Betaine-homocysteine S-methyltransferase (BHMT) catalyzes the transfer of a methyl group from betaine to l-homocysteine, yielding dimethylglycine and l-methionine. In this study, we prepared a new series of BHMT inhibitors. The inhibitors were designed to mimic the hypothetical transition state of BHMT substrates and consisted of analogues with NH, N(CH3), or N(CH3)2 groups separated from the homocysteine sulfur atom by a methylene, ethylene, or a propylene spacer. Only the inhibitor with the N(CH3) moiety and ethylene spacer gave moderate inhibition.
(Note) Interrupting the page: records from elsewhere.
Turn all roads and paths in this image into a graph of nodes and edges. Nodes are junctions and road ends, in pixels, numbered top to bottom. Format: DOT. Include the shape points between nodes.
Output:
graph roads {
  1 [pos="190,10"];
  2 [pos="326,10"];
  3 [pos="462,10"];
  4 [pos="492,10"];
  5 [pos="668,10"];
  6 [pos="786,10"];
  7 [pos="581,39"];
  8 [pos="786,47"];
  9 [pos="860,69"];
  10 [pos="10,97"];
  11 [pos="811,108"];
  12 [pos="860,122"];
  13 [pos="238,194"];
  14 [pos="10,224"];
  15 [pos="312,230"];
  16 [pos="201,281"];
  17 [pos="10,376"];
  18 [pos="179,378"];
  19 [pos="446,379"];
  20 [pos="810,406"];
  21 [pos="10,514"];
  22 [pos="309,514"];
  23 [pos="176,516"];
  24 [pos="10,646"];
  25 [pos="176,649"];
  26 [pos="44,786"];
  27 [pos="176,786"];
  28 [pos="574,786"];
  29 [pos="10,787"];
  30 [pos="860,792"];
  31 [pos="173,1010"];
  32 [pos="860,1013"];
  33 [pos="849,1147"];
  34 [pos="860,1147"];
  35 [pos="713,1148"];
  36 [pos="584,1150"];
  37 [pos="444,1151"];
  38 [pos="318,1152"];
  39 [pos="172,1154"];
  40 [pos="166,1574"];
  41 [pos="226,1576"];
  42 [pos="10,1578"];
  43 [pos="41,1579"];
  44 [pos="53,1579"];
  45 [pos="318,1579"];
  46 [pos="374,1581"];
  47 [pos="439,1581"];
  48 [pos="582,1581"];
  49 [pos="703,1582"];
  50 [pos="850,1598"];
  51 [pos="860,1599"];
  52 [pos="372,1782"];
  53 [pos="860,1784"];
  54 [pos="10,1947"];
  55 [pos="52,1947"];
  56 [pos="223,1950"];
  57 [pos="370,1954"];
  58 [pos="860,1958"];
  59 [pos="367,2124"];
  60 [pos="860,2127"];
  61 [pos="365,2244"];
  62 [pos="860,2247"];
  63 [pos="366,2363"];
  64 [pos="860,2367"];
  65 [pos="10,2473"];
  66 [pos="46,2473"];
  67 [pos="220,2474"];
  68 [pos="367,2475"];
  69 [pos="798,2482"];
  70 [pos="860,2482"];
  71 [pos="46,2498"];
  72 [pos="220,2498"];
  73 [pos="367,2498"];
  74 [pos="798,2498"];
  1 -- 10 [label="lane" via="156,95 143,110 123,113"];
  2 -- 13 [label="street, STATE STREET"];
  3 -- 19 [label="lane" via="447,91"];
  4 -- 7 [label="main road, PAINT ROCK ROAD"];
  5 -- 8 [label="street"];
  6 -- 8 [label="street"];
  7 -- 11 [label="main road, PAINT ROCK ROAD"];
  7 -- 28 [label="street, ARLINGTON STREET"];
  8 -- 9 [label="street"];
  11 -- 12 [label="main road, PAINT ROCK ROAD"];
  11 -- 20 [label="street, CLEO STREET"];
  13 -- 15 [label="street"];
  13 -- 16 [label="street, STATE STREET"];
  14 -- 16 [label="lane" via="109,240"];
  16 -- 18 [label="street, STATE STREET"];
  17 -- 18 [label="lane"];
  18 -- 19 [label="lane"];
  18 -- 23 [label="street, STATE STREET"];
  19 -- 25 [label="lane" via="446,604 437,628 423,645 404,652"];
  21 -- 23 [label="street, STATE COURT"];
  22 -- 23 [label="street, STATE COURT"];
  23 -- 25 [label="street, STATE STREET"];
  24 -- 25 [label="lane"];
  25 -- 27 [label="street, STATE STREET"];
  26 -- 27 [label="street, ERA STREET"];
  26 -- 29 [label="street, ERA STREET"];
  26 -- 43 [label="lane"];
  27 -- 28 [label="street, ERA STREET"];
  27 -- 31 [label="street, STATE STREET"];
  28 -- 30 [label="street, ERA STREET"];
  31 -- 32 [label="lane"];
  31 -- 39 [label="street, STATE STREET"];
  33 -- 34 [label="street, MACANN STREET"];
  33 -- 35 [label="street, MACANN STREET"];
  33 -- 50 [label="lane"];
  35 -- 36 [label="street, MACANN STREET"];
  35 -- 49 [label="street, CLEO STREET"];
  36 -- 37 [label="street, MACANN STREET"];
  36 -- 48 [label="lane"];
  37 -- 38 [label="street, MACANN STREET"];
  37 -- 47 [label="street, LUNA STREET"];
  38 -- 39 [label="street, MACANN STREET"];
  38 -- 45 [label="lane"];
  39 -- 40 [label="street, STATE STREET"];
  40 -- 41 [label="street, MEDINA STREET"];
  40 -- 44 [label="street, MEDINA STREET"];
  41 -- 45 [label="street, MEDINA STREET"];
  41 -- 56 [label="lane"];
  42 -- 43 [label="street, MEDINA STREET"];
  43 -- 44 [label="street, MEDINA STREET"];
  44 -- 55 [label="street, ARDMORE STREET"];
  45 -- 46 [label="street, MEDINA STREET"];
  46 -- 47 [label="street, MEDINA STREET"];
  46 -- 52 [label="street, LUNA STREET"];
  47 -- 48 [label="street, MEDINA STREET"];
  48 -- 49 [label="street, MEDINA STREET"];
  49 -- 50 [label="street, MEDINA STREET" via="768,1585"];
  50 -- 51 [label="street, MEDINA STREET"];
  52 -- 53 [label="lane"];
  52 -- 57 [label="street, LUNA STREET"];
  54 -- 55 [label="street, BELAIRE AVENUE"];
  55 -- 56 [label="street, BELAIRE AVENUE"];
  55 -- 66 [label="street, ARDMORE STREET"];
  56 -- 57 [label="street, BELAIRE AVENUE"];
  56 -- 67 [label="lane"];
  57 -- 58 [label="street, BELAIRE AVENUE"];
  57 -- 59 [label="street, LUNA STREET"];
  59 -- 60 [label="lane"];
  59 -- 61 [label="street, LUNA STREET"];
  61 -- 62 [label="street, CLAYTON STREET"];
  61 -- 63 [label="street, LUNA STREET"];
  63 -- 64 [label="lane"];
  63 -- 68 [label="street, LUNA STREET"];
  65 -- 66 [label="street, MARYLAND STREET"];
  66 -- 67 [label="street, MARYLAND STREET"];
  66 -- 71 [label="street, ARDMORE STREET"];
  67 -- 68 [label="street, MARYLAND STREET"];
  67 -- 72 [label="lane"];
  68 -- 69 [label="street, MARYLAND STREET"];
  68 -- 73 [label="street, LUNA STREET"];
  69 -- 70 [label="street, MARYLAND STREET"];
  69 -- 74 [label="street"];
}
This result led us to prepare two inhibitors lacking a nitrogen atom in the S-linked alkyl chain: (RS,RS)-5-(3-amino-3-carboxypropylthio)-3-methylpentanoic acid and (RS)-5-(3-amino-3-carboxypropylthio)-3,3-dimethylpentanoic acid. Both of these compounds were highly potent inhibitors of BHMT. The finding that BHMT does not tolerate a true betaine mimic within these inhibitors, especially the nitrogen atom, is surprising and evokes questions about putative conformational changes of BHMT upon the binding of the substrates/products and inhibitors.